Description of the task:
Retype every entry word for word. Omit the pictures.

===== Data in this exercise

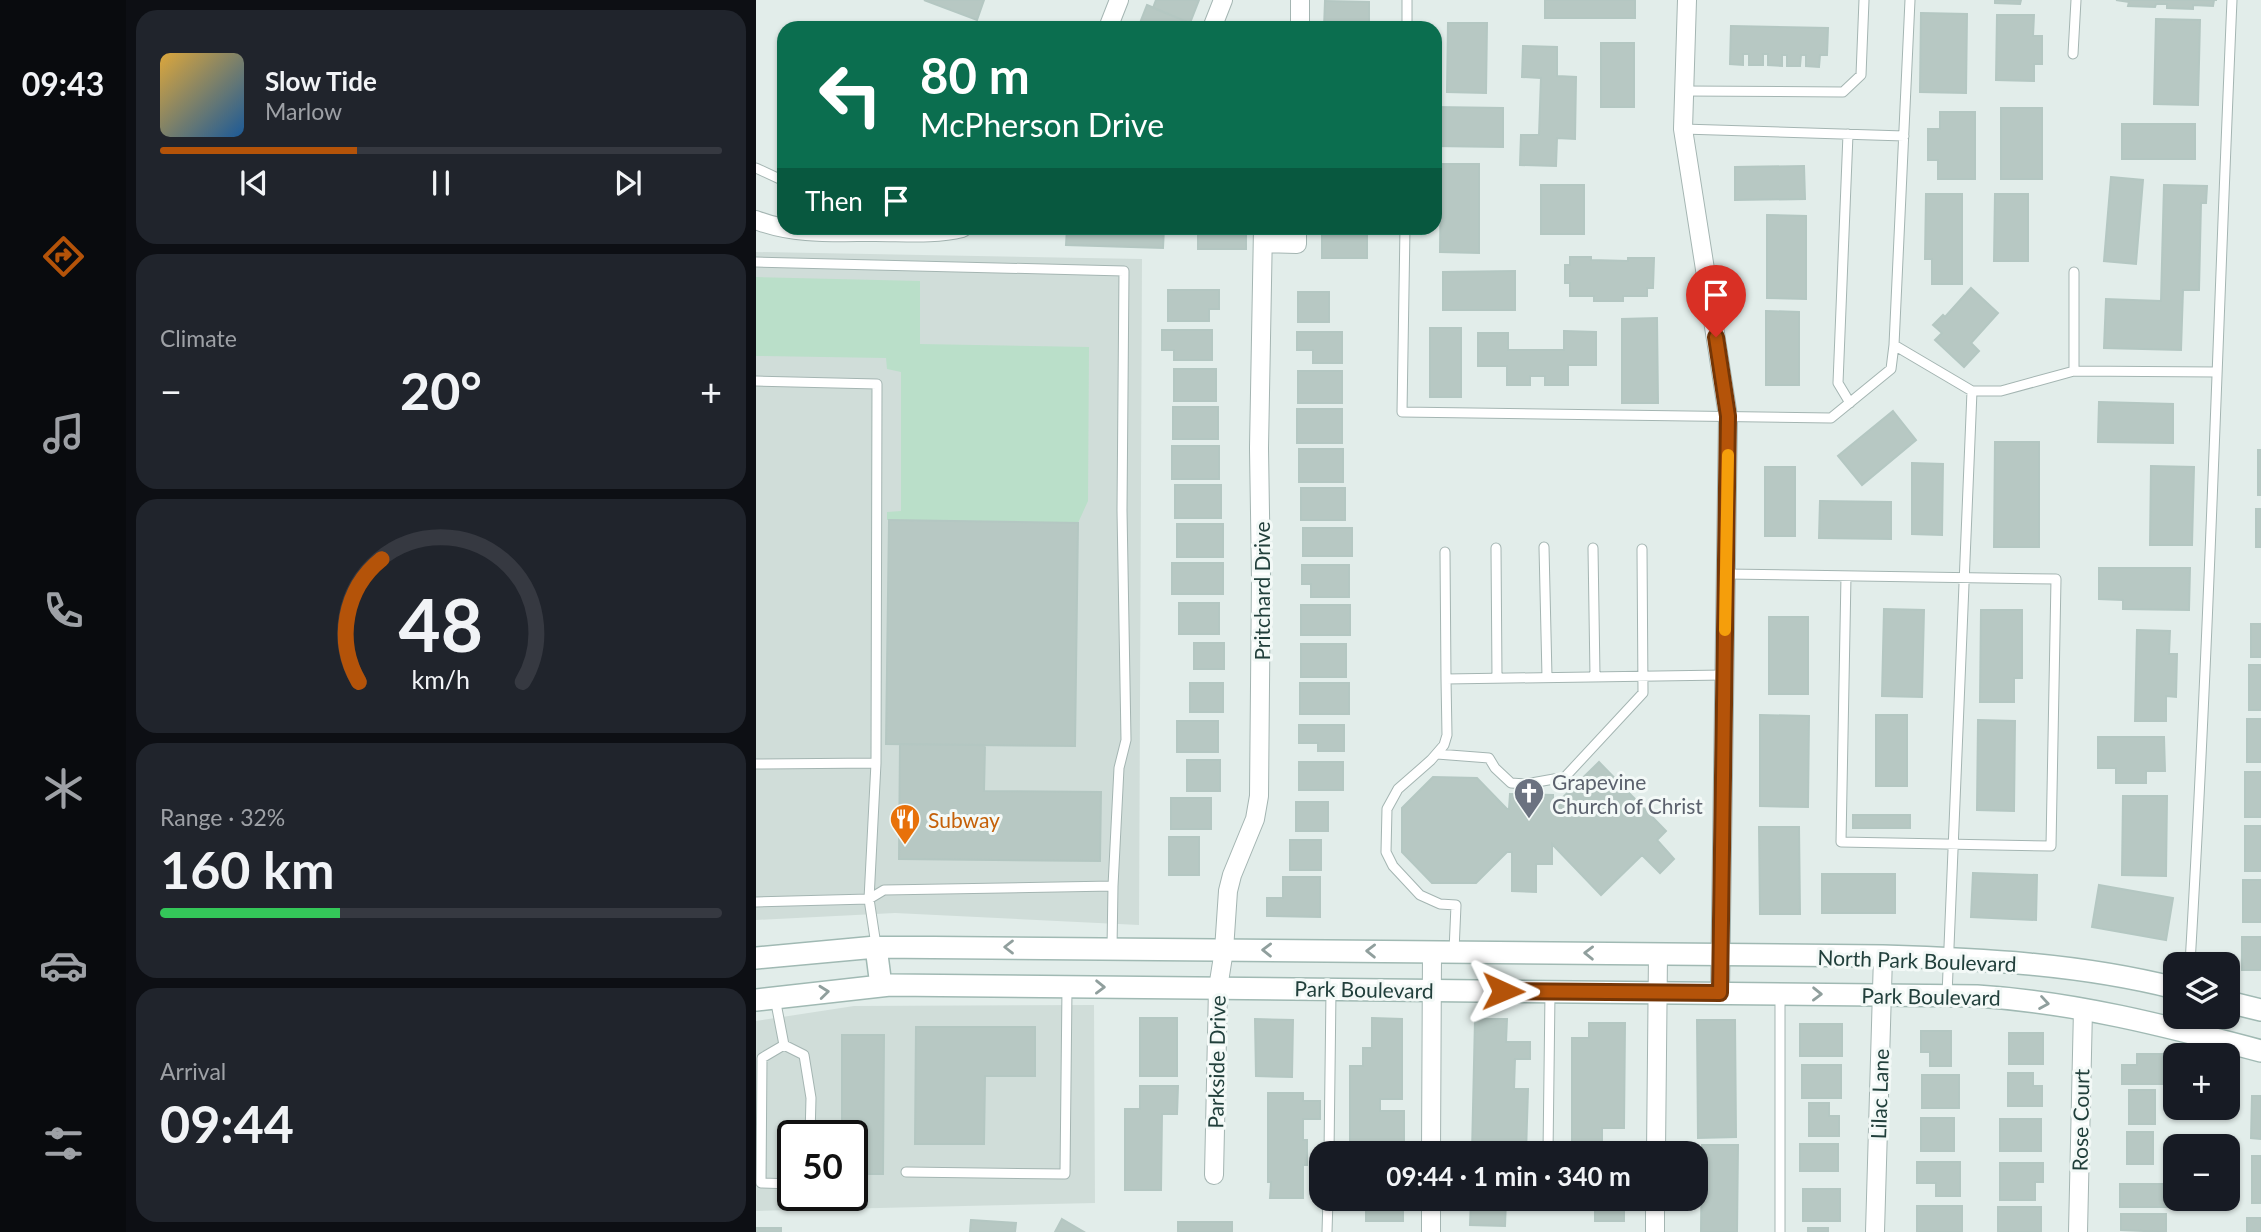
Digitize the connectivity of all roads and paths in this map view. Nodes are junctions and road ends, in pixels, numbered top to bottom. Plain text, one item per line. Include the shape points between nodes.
1 (1119, 0) edge
2 (1223, 0) edge
3 (1300, 0) edge
4 (1407, 0) edge
5 (1687, 0) edge
6 (1864, 0) edge
7 (1910, 0) edge
8 (2076, 0) edge
9 (2232, 0) edge
10 (1111, 21) edge
11 (1215, 21) edge
12 (1300, 21) edge
13 (1407, 21) edge
14 (2073, 54) dead end
15 (1683, 91) junction
16 (1683, 130) junction
17 (1848, 134) junction
18 (1904, 136) junction
19 (756, 168) edge
20 (777, 178) edge
21 (756, 220) edge
22 (777, 227) edge
23 (1263, 235) edge
24 (1297, 235) edge
25 (1405, 235) edge
26 (756, 262) edge
27 (2074, 272) dead end
28 (1894, 345) junction
29 (2074, 371) junction
30 (2216, 372) junction
31 (756, 381) edge
32 (1972, 391) junction
33 (1850, 403) junction
34 (1728, 416) junction
35 (1544, 547) dead end
36 (1496, 548) dead end
37 (1593, 548) dead end
38 (1642, 549) dead end
39 (1446, 552) dead end
40 (1726, 574) junction
41 (1846, 576) junction
42 (1965, 578) junction
43 (1724, 675) junction
44 (1643, 676) junction
45 (1547, 677) junction
46 (1595, 677) junction
47 (1497, 678) junction
48 (1446, 679) junction
49 (1437, 754) junction
50 (876, 763) junction
51 (756, 764) edge
52 (1954, 844) junction
53 (1113, 886) junction
54 (869, 900) junction
55 (756, 902) edge
56 (876, 947) junction
57 (1112, 948) junction
58 (1224, 950) junction
59 (1432, 952) junction
60 (1454, 952) junction
61 (2191, 952) edge
62 (1658, 954) junction
63 (1720, 955) junction
64 (1883, 956) junction
65 (756, 958) edge
66 (1949, 958) junction
67 (881, 986) junction
68 (1067, 986) junction
69 (2163, 986) edge
70 (1218, 988) junction
71 (1331, 989) junction
72 (1432, 990) junction
73 (1550, 991) junction
74 (1657, 992) junction
75 (1720, 993) junction
76 (1780, 994) junction
77 (1882, 995) junction
78 (1947, 995) junction
79 (766, 999) edge
80 (2240, 1005) edge
81 (2082, 1009) junction
82 (2261, 1010) edge
83 (784, 1045) junction
84 (2261, 1051) edge
85 (810, 1120) edge
86 (1329, 1141) edge
87 (1431, 1141) edge
88 (1548, 1141) edge
89 (1656, 1141) edge
90 (905, 1172) dead end
91 (1214, 1175) dead end
92 (777, 1184) edge
93 (1328, 1211) edge
94 (1431, 1211) edge
95 (1655, 1211) edge
96 (1327, 1232) edge
97 (1431, 1232) edge
98 (1655, 1232) edge
99 (1780, 1232) edge
100 (1875, 1232) edge
101 (2078, 1232) edge

1 - 10 street
2 - 11 street
3 - 12 street
4 - 13 lane
5 - 15 street
6 - 15 lane via 1861,75 1843,92
7 - 18 lane
8 - 14 lane
9 - 30 lane
15 - 16 street
16 - 17 lane
16 - 34 street
17 - 18 lane
17 - 33 lane via 1838,383
18 - 28 lane
19 - 20 lane
21 - 22 street
23 - 24 street via 1297,244
23 - 58 street, Pritchard Drive via 1259,796 1228,891
25 - 34 lane via 1402,412
26 - 53 lane via 1124,271 1126,740 1119,768
27 - 29 lane
28 - 32 lane
28 - 33 lane via 1891,369
29 - 30 lane
29 - 32 lane via 2001,391
30 - 61 lane via 2210,599
31 - 50 lane via 877,384
32 - 42 lane
33 - 34 lane via 1831,418
34 - 40 street
35 - 45 lane
36 - 47 lane
37 - 46 lane
38 - 44 lane
39 - 48 lane
40 - 41 lane
40 - 43 street
41 - 42 lane
41 - 52 lane via 1841,842
42 - 52 lane
42 - 52 lane via 2056,579 2051,846
43 - 44 lane
43 - 63 street
44 - 46 lane
44 - 49 lane via 1643,693 1565,777 1511,783 1489,758
45 - 46 lane
45 - 47 lane
47 - 48 lane
48 - 49 lane via 1447,735
49 - 60 lane via 1398,789 1387,809 1386,852 1420,895 1456,905
50 - 51 lane
50 - 54 lane
52 - 66 lane
53 - 54 lane via 884,890
53 - 57 lane
54 - 55 lane
54 - 56 lane
57 -> 56 main road, Park Boulevard
56 - 65 main road, Park Boulevard
56 - 67 main road
57 - 58 main road, Park Boulevard
59 -> 58 main road, Park Boulevard
58 - 70 street, Parkside Drive
59 - 60 main road, Park Boulevard
59 - 72 street
62 -> 60 main road, Park Boulevard
62 - 63 main road, North Park Boulevard
62 - 74 street
63 - 64 main road, North Park Boulevard
63 - 75 street
64 - 66 main road, North Park Boulevard
64 - 77 street, Lilac Lane
66 - 69 main road, North Park Boulevard via 2084,970
66 - 78 lane
67 - 68 main road, Park Boulevard
79 -> 67 main road, Park Boulevard
68 -> 70 main road, Park Boulevard
68 - 90 lane via 1065,1174
70 - 71 main road, Park Boulevard
70 - 91 street, Parkside Drive
71 - 72 main road, Park Boulevard
71 - 86 lane
72 - 73 main road, Park Boulevard
72 - 87 street
73 - 74 main road, Park Boulevard
73 - 88 lane
74 - 75 main road, Park Boulevard
74 - 89 street
75 - 76 main road, Park Boulevard
76 -> 77 main road, Park Boulevard
76 - 99 lane
77 - 78 main road, Park Boulevard
77 - 100 street, Lilac Lane
78 -> 81 main road, Park Boulevard via 2015,998
79 - 83 lane
80 - 82 main road
81 - 84 main road, Park Boulevard via 2157,1023
81 - 101 street, Rose Court
83 - 85 lane via 804,1055
83 - 92 lane via 762,1058 761,1183
93 - 96 lane
94 - 97 street
95 - 98 street

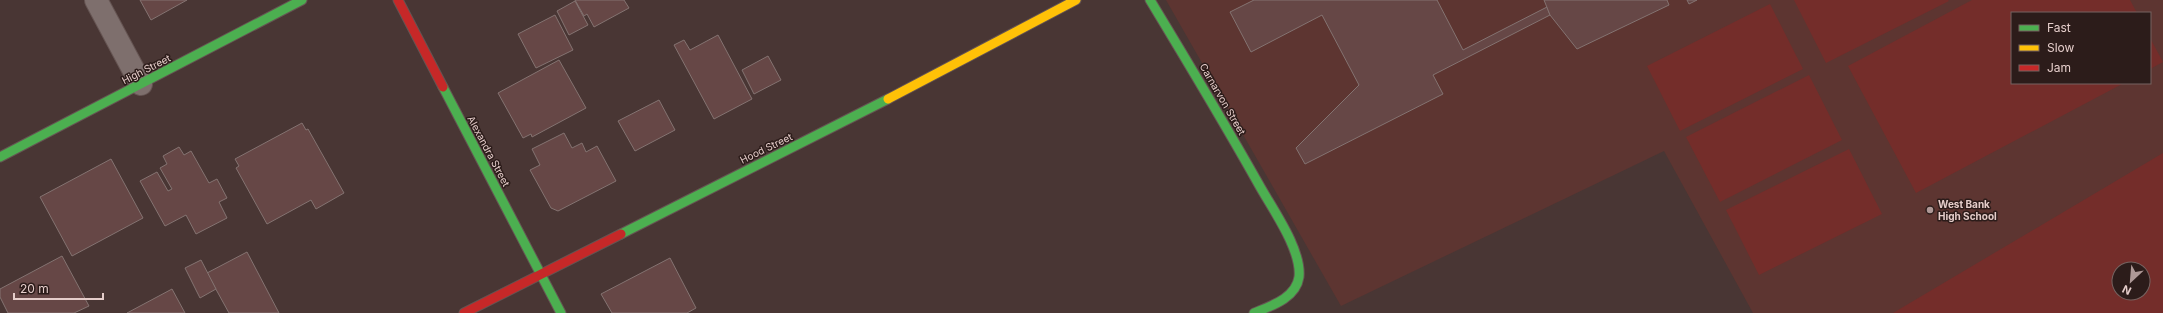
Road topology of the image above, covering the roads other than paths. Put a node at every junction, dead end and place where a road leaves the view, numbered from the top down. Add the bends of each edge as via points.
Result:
1 (96, 0) edge
2 (302, 0) edge
3 (398, 0) edge
4 (1076, 0) edge
5 (1150, 0) edge
6 (141, 84) junction
7 (0, 157) edge
8 (540, 273) junction
9 (464, 313) edge
10 (561, 313) edge
11 (1254, 313) edge

1 - 6 street
2 - 6 street, High Street
3 - 8 street, Alexandra Street
4 - 8 street, Hood Street via 850,119
5 - 11 street, Carnarvon Street via 1218,110 1295,254 1299,269 1298,279 1289,295
6 - 7 street, High Street
8 - 9 street, Hood Street
8 - 10 street, Alexandra Street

==========

Written response:
Digitize the connectivity of all roads and paths in this map view. Nodes are junctions and road ends, in pixels, numbered top to bottom. Plain text, one item per line. Include the shape points between nodes.
1 (1119, 0) edge
2 (1223, 0) edge
3 (1300, 0) edge
4 (1407, 0) edge
5 (1687, 0) edge
6 (1864, 0) edge
7 (1910, 0) edge
8 (2076, 0) edge
9 (2232, 0) edge
10 (1111, 21) edge
11 (1215, 21) edge
12 (1300, 21) edge
13 (1407, 21) edge
14 (2073, 54) dead end
15 (1683, 91) junction
16 (1683, 130) junction
17 (1848, 134) junction
18 (1904, 136) junction
19 (756, 168) edge
20 (777, 178) edge
21 (756, 220) edge
22 (777, 227) edge
23 (1263, 235) edge
24 (1297, 235) edge
25 (1405, 235) edge
26 (756, 262) edge
27 (2074, 272) dead end
28 (1894, 345) junction
29 (2074, 371) junction
30 (2216, 372) junction
31 (756, 381) edge
32 (1972, 391) junction
33 (1850, 403) junction
34 (1728, 416) junction
35 (1544, 547) dead end
36 (1496, 548) dead end
37 (1593, 548) dead end
38 (1642, 549) dead end
39 (1446, 552) dead end
40 (1726, 574) junction
41 (1846, 576) junction
42 (1965, 578) junction
43 (1724, 675) junction
44 (1643, 676) junction
45 (1547, 677) junction
46 (1595, 677) junction
47 (1497, 678) junction
48 (1446, 679) junction
49 (1437, 754) junction
50 (876, 763) junction
51 (756, 764) edge
52 (1954, 844) junction
53 (1113, 886) junction
54 (869, 900) junction
55 (756, 902) edge
56 (876, 947) junction
57 (1112, 948) junction
58 (1224, 950) junction
59 (1432, 952) junction
60 (1454, 952) junction
61 (2191, 952) edge
62 (1658, 954) junction
63 (1720, 955) junction
64 (1883, 956) junction
65 (756, 958) edge
66 (1949, 958) junction
67 (881, 986) junction
68 (1067, 986) junction
69 (2163, 986) edge
70 (1218, 988) junction
71 (1331, 989) junction
72 (1432, 990) junction
73 (1550, 991) junction
74 (1657, 992) junction
75 (1720, 993) junction
76 (1780, 994) junction
77 (1882, 995) junction
78 (1947, 995) junction
79 (766, 999) edge
80 (2240, 1005) edge
81 (2082, 1009) junction
82 (2261, 1010) edge
83 (784, 1045) junction
84 (2261, 1051) edge
85 (810, 1120) edge
86 (1329, 1141) edge
87 (1431, 1141) edge
88 (1548, 1141) edge
89 (1656, 1141) edge
90 (905, 1172) dead end
91 (1214, 1175) dead end
92 (777, 1184) edge
93 (1328, 1211) edge
94 (1431, 1211) edge
95 (1655, 1211) edge
96 (1327, 1232) edge
97 (1431, 1232) edge
98 (1655, 1232) edge
99 (1780, 1232) edge
100 (1875, 1232) edge
101 (2078, 1232) edge

1 - 10 street
2 - 11 street
3 - 12 street
4 - 13 lane
5 - 15 street
6 - 15 lane via 1861,75 1843,92
7 - 18 lane
8 - 14 lane
9 - 30 lane
15 - 16 street
16 - 17 lane
16 - 34 street
17 - 18 lane
17 - 33 lane via 1838,383
18 - 28 lane
19 - 20 lane
21 - 22 street
23 - 24 street via 1297,244
23 - 58 street, Pritchard Drive via 1259,796 1228,891
25 - 34 lane via 1402,412
26 - 53 lane via 1124,271 1126,740 1119,768
27 - 29 lane
28 - 32 lane
28 - 33 lane via 1891,369
29 - 30 lane
29 - 32 lane via 2001,391
30 - 61 lane via 2210,599
31 - 50 lane via 877,384
32 - 42 lane
33 - 34 lane via 1831,418
34 - 40 street
35 - 45 lane
36 - 47 lane
37 - 46 lane
38 - 44 lane
39 - 48 lane
40 - 41 lane
40 - 43 street
41 - 42 lane
41 - 52 lane via 1841,842
42 - 52 lane
42 - 52 lane via 2056,579 2051,846
43 - 44 lane
43 - 63 street
44 - 46 lane
44 - 49 lane via 1643,693 1565,777 1511,783 1489,758
45 - 46 lane
45 - 47 lane
47 - 48 lane
48 - 49 lane via 1447,735
49 - 60 lane via 1398,789 1387,809 1386,852 1420,895 1456,905
50 - 51 lane
50 - 54 lane
52 - 66 lane
53 - 54 lane via 884,890
53 - 57 lane
54 - 55 lane
54 - 56 lane
57 -> 56 main road, Park Boulevard
56 - 65 main road, Park Boulevard
56 - 67 main road
57 - 58 main road, Park Boulevard
59 -> 58 main road, Park Boulevard
58 - 70 street, Parkside Drive
59 - 60 main road, Park Boulevard
59 - 72 street
62 -> 60 main road, Park Boulevard
62 - 63 main road, North Park Boulevard
62 - 74 street
63 - 64 main road, North Park Boulevard
63 - 75 street
64 - 66 main road, North Park Boulevard
64 - 77 street, Lilac Lane
66 - 69 main road, North Park Boulevard via 2084,970
66 - 78 lane
67 - 68 main road, Park Boulevard
79 -> 67 main road, Park Boulevard
68 -> 70 main road, Park Boulevard
68 - 90 lane via 1065,1174
70 - 71 main road, Park Boulevard
70 - 91 street, Parkside Drive
71 - 72 main road, Park Boulevard
71 - 86 lane
72 - 73 main road, Park Boulevard
72 - 87 street
73 - 74 main road, Park Boulevard
73 - 88 lane
74 - 75 main road, Park Boulevard
74 - 89 street
75 - 76 main road, Park Boulevard
76 -> 77 main road, Park Boulevard
76 - 99 lane
77 - 78 main road, Park Boulevard
77 - 100 street, Lilac Lane
78 -> 81 main road, Park Boulevard via 2015,998
79 - 83 lane
80 - 82 main road
81 - 84 main road, Park Boulevard via 2157,1023
81 - 101 street, Rose Court
83 - 85 lane via 804,1055
83 - 92 lane via 762,1058 761,1183
93 - 96 lane
94 - 97 street
95 - 98 street

Road topology of the image above, covering the roads other than paths. Put a node at every junction, dead end and place where a road leaves the view, numbered from the top down. Add the bends of each edge as via points.
Result:
1 (96, 0) edge
2 (302, 0) edge
3 (398, 0) edge
4 (1076, 0) edge
5 (1150, 0) edge
6 (141, 84) junction
7 (0, 157) edge
8 (540, 273) junction
9 (464, 313) edge
10 (561, 313) edge
11 (1254, 313) edge

1 - 6 street
2 - 6 street, High Street
3 - 8 street, Alexandra Street
4 - 8 street, Hood Street via 850,119
5 - 11 street, Carnarvon Street via 1218,110 1295,254 1299,269 1298,279 1289,295
6 - 7 street, High Street
8 - 9 street, Hood Street
8 - 10 street, Alexandra Street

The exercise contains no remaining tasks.